Throughout the last decade social networking technology and Web 2.0 developments have changed the ways in which human communities interact and develop. Technologies for data capture and data analysis have developed considerably across a range of applications for work on human rights. In the UK, the developments at the Dale Farm site in Essex have been documented through an ongoing blog and website, while SMS systems have been established for legal observation of the proposed eviction.

Purpose of the Seminar

This free seminar seeks to explore the different ways new technologies can be used to monitor, map and document human rights developments at the local, national and international level.
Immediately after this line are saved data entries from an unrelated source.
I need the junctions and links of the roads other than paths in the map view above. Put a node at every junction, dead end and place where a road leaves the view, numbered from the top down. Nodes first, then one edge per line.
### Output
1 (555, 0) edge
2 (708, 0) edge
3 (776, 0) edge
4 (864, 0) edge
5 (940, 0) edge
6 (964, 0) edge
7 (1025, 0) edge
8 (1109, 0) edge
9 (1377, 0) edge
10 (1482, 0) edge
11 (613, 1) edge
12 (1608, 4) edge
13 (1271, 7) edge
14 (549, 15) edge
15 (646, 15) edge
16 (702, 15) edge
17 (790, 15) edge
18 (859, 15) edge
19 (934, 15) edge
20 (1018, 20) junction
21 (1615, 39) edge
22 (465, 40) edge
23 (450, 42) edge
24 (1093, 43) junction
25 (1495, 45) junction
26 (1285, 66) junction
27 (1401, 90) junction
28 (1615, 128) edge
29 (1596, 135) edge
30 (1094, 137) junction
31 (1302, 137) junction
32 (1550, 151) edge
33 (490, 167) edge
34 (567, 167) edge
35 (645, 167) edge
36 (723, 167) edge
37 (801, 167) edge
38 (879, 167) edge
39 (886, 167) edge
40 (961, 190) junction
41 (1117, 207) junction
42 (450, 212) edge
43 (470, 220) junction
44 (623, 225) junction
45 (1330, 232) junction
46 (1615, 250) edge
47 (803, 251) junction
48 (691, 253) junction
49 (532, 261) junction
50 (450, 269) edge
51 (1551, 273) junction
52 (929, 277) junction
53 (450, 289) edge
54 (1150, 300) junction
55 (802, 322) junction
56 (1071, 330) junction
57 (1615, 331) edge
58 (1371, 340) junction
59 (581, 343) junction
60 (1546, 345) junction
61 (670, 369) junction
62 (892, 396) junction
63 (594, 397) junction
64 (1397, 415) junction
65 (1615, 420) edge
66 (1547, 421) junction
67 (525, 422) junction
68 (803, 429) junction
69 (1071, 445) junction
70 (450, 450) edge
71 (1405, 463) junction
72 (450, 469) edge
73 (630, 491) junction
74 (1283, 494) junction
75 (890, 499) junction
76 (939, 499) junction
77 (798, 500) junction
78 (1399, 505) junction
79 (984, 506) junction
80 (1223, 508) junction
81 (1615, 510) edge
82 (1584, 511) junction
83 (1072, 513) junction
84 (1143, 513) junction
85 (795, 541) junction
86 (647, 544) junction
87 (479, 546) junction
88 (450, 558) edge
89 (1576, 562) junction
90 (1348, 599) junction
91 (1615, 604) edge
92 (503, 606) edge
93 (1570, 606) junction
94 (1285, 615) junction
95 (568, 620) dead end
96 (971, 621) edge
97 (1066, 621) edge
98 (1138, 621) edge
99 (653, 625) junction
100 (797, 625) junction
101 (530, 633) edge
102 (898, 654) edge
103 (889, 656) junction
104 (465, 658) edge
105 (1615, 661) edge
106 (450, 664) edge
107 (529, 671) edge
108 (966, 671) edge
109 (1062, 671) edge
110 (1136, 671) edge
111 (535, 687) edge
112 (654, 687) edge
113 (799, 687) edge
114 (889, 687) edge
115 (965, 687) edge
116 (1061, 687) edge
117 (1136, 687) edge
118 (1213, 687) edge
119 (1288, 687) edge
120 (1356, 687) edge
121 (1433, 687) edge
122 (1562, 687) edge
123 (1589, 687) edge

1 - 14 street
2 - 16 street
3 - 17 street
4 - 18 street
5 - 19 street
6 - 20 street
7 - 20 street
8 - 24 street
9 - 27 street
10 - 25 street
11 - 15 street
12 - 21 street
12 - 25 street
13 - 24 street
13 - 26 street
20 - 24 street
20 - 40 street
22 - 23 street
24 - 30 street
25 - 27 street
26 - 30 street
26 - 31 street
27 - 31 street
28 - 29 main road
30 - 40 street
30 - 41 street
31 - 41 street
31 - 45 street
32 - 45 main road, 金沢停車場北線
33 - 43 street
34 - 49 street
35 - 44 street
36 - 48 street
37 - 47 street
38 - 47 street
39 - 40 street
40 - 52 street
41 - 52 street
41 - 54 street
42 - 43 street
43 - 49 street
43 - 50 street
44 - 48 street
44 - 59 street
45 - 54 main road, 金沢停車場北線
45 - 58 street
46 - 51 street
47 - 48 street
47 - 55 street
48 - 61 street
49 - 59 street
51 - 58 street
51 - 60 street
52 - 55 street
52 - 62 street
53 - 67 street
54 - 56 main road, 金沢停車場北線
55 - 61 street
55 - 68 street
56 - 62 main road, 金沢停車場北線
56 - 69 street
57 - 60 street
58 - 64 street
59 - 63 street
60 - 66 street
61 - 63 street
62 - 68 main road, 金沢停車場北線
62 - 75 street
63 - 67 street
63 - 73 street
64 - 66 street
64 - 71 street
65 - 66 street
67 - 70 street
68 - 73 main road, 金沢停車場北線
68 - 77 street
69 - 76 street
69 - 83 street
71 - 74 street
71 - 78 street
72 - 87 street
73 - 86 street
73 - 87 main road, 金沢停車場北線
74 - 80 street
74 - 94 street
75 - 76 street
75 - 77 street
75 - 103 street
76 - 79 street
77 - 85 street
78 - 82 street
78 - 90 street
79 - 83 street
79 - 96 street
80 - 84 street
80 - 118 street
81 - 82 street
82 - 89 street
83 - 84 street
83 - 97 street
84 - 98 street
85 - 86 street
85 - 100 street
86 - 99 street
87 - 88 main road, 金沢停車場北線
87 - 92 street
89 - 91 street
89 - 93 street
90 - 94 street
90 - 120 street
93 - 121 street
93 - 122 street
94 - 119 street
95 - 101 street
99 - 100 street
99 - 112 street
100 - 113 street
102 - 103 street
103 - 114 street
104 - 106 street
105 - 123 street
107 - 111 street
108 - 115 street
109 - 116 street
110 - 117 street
It brings together experts from the University of Essex and partner organisations who are using new technologies for human rights awareness, analysis, and advocacy.

Key Questions

  • In what ways have the new technologies assisted in human rights work? 
  • In what ways have the new technologies assisted in building mobilisation networks for human rights? 
  • How do social networks and new communications technologies change the ways groups articulate and aggregate demands for change? 
  • In what way have new technologies compromised efforts at bringing about progressive social change? 
  • In what ways have new technologies created new problems for human rights work?

The seminar will include demonstrations of software solutions being developed for human rights work.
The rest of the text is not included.